Except tonight, every page feels like proof that someone is inside my world.
Maybe inside my head.
I slide open a folder and a photograph slips out onto the rug.
Not a printed photo.
A Polaroid.
Old. Slightly bent at the corner. Two people in it—me, younger, smiling too big, face sunburned and happy. And him beside me, arm slung around my shoulders like he owns them.
Evan Bell.
My stomach drops so hard I swear it hits the floorboards.
Crewe’s gaze sharpens instantly. He doesn’t move closer, but the air around him changes. Tightens.
“Who’s that?” he asks, voice calm in the way a blade is calm.
I stare at the photo like it might burst into flames if I glare hard enough. “My ex.”
The word tastes bitter. Like old coffee left on a hot plate.
Crewe’s eyebrows lift a fraction. “Your ex.”

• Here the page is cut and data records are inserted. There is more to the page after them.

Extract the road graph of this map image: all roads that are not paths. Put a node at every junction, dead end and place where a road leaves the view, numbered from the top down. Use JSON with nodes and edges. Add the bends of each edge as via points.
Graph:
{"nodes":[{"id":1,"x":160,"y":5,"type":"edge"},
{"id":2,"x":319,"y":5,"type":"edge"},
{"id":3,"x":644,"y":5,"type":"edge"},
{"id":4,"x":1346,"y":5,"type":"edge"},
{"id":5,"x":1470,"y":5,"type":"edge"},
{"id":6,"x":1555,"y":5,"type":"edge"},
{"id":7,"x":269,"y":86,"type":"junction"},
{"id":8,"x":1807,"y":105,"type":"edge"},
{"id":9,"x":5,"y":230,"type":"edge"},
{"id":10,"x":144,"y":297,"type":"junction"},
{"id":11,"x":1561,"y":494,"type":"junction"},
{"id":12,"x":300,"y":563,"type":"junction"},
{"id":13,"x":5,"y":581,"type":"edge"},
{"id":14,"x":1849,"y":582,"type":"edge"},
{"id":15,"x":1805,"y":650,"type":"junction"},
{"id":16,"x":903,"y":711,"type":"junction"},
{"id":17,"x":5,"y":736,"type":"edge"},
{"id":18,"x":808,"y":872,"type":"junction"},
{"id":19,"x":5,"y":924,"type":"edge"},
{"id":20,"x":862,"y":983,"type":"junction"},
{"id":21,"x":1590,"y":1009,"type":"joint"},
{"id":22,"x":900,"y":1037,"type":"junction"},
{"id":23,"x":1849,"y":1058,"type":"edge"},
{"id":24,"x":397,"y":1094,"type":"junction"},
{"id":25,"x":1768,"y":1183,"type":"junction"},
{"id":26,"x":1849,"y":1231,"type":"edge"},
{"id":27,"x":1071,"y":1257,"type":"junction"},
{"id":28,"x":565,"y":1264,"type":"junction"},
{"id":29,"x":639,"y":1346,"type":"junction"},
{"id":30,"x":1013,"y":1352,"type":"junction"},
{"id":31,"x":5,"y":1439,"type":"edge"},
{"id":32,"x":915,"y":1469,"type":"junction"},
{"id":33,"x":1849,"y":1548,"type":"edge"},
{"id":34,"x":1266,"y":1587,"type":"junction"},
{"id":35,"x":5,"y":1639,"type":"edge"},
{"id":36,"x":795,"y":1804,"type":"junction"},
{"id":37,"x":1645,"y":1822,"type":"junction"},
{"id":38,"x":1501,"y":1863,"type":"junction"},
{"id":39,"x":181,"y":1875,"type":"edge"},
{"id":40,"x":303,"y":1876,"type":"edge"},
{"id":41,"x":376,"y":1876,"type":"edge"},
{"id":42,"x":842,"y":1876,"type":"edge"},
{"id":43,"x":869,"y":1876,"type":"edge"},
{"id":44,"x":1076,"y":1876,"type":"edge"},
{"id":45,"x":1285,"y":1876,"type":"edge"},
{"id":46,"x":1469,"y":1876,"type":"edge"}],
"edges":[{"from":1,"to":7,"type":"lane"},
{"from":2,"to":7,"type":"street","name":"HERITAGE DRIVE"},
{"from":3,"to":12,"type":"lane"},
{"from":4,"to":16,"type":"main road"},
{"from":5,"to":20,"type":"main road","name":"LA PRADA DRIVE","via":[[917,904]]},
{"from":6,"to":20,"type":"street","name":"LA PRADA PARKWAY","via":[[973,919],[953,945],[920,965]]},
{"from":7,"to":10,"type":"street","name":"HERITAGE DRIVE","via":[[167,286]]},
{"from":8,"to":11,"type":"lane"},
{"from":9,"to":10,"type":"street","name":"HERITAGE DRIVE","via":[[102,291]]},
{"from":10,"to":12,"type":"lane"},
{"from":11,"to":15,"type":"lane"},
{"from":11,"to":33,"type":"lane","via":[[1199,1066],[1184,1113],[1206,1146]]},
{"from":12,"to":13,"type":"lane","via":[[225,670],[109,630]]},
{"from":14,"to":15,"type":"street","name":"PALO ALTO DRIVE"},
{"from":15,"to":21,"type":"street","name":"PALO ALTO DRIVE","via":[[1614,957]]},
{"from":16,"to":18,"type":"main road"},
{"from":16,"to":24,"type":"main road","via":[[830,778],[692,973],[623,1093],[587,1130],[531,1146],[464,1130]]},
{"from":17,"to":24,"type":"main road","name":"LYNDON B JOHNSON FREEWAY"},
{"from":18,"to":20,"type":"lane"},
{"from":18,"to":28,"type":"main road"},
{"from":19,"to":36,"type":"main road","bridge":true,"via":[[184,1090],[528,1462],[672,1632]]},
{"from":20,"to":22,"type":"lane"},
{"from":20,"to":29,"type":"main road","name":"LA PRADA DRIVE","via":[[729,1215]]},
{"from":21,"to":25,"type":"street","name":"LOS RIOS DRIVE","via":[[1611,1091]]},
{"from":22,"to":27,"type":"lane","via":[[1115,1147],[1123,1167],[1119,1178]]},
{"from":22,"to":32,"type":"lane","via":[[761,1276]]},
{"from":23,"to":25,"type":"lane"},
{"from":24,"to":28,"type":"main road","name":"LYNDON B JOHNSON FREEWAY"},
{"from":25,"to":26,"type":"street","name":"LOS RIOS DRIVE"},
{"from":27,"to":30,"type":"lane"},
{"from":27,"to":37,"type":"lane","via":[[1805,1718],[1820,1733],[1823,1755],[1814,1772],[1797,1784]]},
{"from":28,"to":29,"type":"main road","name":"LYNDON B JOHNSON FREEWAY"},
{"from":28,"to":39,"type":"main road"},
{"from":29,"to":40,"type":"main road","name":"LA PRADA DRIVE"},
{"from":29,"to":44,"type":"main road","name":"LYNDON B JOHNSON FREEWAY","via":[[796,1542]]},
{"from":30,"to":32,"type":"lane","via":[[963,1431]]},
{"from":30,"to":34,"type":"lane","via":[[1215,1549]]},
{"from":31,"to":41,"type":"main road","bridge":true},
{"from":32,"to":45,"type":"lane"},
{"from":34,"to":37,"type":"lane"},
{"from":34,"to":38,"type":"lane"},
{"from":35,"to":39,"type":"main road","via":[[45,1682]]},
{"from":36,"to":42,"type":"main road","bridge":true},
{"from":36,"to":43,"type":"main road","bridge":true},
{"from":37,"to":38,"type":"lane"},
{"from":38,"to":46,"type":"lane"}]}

I don’t like the way he says it. Not accusing. Not judgmental. Just… alert.
“Yeah,” I mutter. “And before you ask—no, I don’t have a lot of old exes sniffing around.”
His mouth twitches again. “Wasn’t going to ask that.”
I flip the photo over. On the back, in my handwriting, there’s a date and a joke.
Evan + Riley / Test Range / Don’t let me crash the drone again lol
My chest tightens. The memory tries to rise—warm sun, laughter, that early feeling of being seen by someone who thinks your brain is the coolest thing about you.
Back when I didn’t know “being seen” could turn into being watched.
I push the memory down and keep flipping through the folder. There are old printed notes from an early project—back when my work was half-baked and hopeful and not yet important enough for anyone to break into a base lab over.
A sticky note is stuck to one page, curling at the edges. Evan’s handwriting—sharp, lean, too neat.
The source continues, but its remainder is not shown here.